### Data supplied

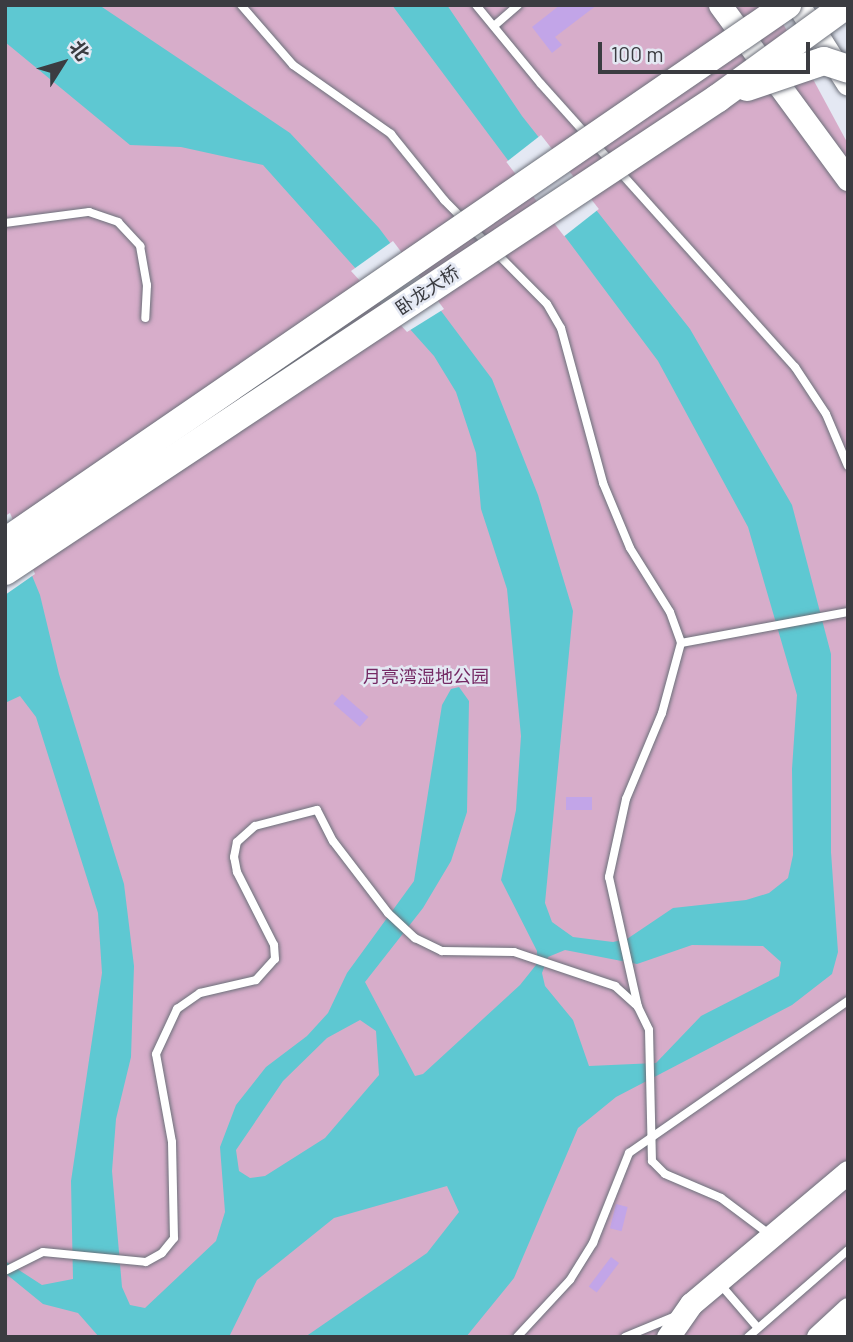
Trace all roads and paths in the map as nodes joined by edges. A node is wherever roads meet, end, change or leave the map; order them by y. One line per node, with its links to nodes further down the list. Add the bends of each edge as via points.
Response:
1 (241, 5): 23 (lane, via 293,65 391,134 444,200 547,304 571,355 581,411 603,483 630,548 670,612)
2 (476, 5): 9 (lane)
3 (518, 5): 9 (lane)
4 (720, 5): 16 (street)
5 (750, 5): 12 (highway)
6 (787, 5): 12 (highway, 卧龙大桥, bridge)
7 (798, 5): 10 (street)
8 (846, 5): 15 (highway, 卧龙大桥, bridge)
9 (494, 26): 19 (lane, via 795,367 826,414)
10 (824, 47): 11 (street); 14 (street)
11 (848, 55)
12 (713, 56): 20 (highway, 卧龙大桥, bridge)
13 (848, 69): 15 (highway, bridge, via 824,61)
14 (848, 84)
15 (718, 98): 21 (highway, 卧龙大桥, bridge)
16 (848, 178)
17 (5, 222): 18 (lane, via 89,212 118,222 140,246 147,285)
18 (145, 318)
19 (848, 466)
20 (5, 542)
21 (5, 571)
22 (848, 612): 23 (lane)
23 (681, 643): 25 (lane, via 678,666 612,847 609,877)
24 (848, 1001): 26 (lane)
25 (638, 1007): 26 (lane, via 649,1030); 30 (lane, via 615,986 514,951 442,951 415,938 388,913 333,841 317,810 244,832 234,857 237,872 266,925 275,959 256,980 200,993 177,1009 165,1027 156,1054 172,1142 174,1238 162,1253 132,1263 43,1252)
26 (650, 1135): 28 (lane, via 652,1161 665,1174 722,1198); 35 (lane, via 629,1153 593,1243 576,1271)
27 (848, 1172): 28 (street)
28 (772, 1237): 31 (street)
29 (848, 1250): 34 (lane)
30 (5, 1271)
31 (718, 1281): 33 (street); 34 (lane)
32 (848, 1309): 39 (street)
33 (685, 1312): 36 (lane); 37 (street)
34 (758, 1328): 38 (lane)
35 (517, 1337)
36 (625, 1337)
37 (668, 1337)
38 (748, 1337)
39 (818, 1337)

### Task item
Report every line in the data that holds "highway", copying each one.

### Exercise result
5 (750, 5): 12 (highway)
6 (787, 5): 12 (highway, 卧龙大桥, bridge)
8 (846, 5): 15 (highway, 卧龙大桥, bridge)
12 (713, 56): 20 (highway, 卧龙大桥, bridge)
13 (848, 69): 15 (highway, bridge, via 824,61)
15 (718, 98): 21 (highway, 卧龙大桥, bridge)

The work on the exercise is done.